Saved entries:
++++++++++++++++++++

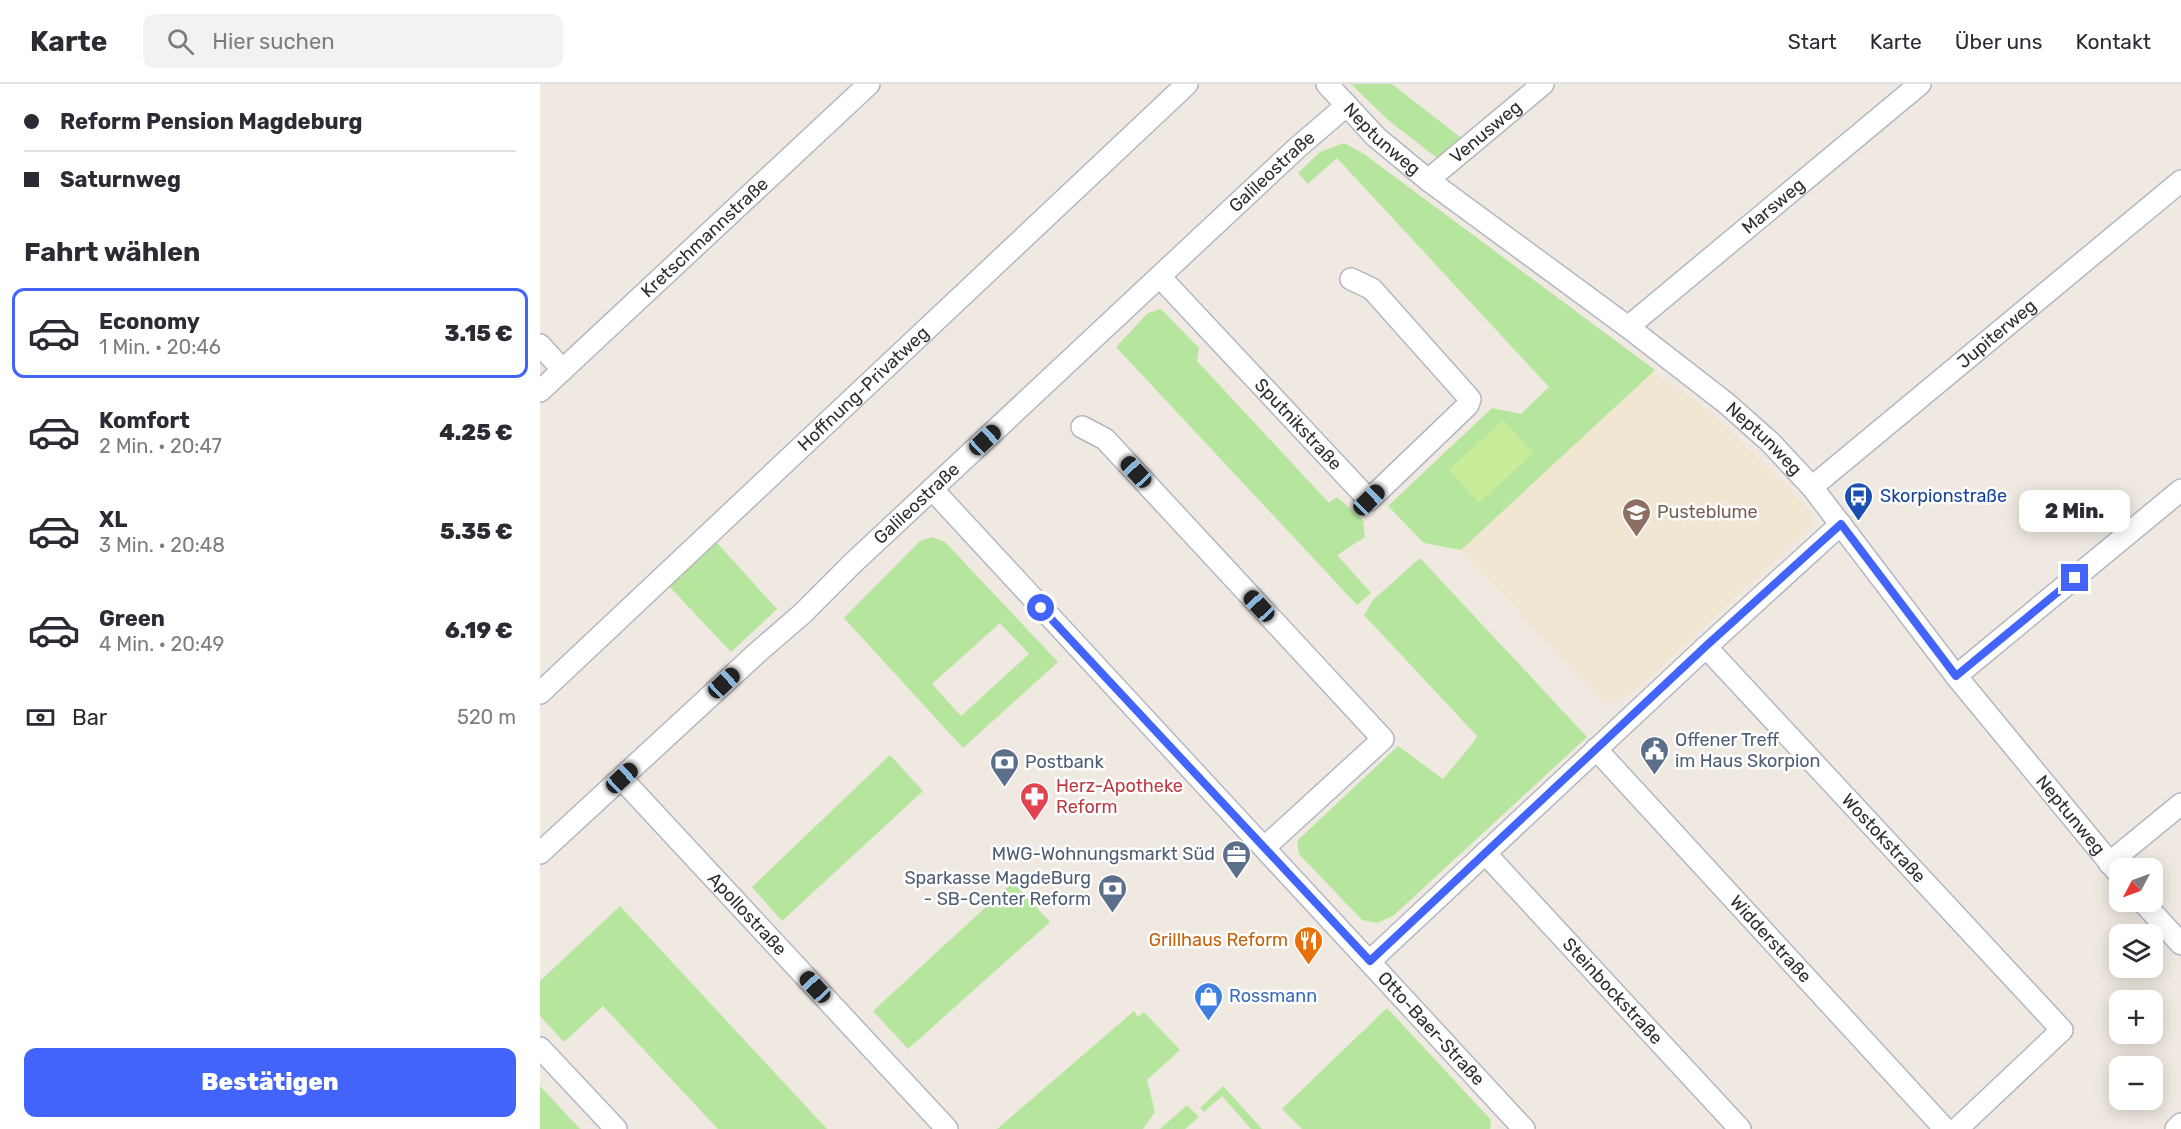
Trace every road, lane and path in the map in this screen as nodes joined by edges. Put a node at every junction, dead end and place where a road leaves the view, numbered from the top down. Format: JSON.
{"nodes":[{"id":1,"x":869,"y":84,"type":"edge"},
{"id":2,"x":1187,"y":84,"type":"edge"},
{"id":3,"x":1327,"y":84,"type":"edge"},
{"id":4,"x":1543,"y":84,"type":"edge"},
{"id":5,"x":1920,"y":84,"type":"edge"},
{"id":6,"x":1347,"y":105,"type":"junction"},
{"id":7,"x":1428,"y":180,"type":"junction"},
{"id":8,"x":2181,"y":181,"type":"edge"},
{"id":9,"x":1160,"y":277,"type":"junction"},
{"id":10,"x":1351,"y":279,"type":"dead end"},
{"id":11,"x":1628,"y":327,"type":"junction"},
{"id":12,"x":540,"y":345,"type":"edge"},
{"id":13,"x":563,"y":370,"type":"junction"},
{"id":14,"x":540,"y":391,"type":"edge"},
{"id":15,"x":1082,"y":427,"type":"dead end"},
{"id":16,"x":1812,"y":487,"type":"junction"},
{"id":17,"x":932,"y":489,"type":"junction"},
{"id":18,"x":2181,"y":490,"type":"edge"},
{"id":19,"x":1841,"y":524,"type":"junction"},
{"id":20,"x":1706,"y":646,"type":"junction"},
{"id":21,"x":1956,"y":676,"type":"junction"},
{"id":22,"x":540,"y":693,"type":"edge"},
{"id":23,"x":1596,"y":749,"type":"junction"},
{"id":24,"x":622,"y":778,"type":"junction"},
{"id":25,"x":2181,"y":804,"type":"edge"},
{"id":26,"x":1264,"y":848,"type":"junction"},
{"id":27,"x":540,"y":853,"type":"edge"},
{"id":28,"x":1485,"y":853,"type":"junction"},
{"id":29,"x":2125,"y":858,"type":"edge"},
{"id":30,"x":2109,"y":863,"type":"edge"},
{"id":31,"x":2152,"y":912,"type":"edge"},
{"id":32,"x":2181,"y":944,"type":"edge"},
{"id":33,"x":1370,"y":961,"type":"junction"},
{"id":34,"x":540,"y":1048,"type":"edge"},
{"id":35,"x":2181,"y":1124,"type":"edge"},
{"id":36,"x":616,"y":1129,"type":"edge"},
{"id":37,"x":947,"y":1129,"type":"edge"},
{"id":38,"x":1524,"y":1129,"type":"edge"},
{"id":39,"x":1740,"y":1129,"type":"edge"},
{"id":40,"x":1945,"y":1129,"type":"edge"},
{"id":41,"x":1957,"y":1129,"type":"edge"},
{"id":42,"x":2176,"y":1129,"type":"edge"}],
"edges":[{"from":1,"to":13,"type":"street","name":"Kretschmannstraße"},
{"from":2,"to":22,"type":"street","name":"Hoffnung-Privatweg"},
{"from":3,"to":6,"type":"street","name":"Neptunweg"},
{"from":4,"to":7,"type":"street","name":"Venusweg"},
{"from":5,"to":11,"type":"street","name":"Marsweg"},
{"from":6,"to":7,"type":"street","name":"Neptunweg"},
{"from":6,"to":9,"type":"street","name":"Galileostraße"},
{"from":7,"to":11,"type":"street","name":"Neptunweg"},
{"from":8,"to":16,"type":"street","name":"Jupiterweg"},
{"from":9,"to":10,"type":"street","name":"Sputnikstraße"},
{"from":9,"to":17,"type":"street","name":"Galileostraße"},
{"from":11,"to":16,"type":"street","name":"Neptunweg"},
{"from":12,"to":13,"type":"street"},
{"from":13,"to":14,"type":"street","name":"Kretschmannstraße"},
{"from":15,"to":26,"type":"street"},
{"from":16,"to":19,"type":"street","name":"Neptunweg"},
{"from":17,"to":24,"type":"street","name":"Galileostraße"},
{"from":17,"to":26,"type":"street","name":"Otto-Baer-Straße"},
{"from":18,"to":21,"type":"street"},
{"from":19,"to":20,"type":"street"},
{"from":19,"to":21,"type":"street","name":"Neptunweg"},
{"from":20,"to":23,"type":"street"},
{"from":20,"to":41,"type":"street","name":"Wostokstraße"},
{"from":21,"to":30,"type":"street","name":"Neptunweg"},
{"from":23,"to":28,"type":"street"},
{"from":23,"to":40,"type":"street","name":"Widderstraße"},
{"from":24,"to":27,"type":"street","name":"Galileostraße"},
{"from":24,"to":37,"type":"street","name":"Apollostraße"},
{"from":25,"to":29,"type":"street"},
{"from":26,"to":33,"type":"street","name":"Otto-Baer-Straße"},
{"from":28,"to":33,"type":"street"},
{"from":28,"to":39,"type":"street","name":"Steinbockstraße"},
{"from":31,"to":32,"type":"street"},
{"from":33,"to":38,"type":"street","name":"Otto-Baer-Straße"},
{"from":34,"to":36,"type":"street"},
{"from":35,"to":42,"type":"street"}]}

++++++++++++++++++++

What you are asked to do: Wherever a line in the data above contains the word "Kretschmannstraße", copy that line.

Exercise response:
"edges":[{"from":1,"to":13,"type":"street","name":"Kretschmannstraße"},
{"from":13,"to":14,"type":"street","name":"Kretschmannstraße"},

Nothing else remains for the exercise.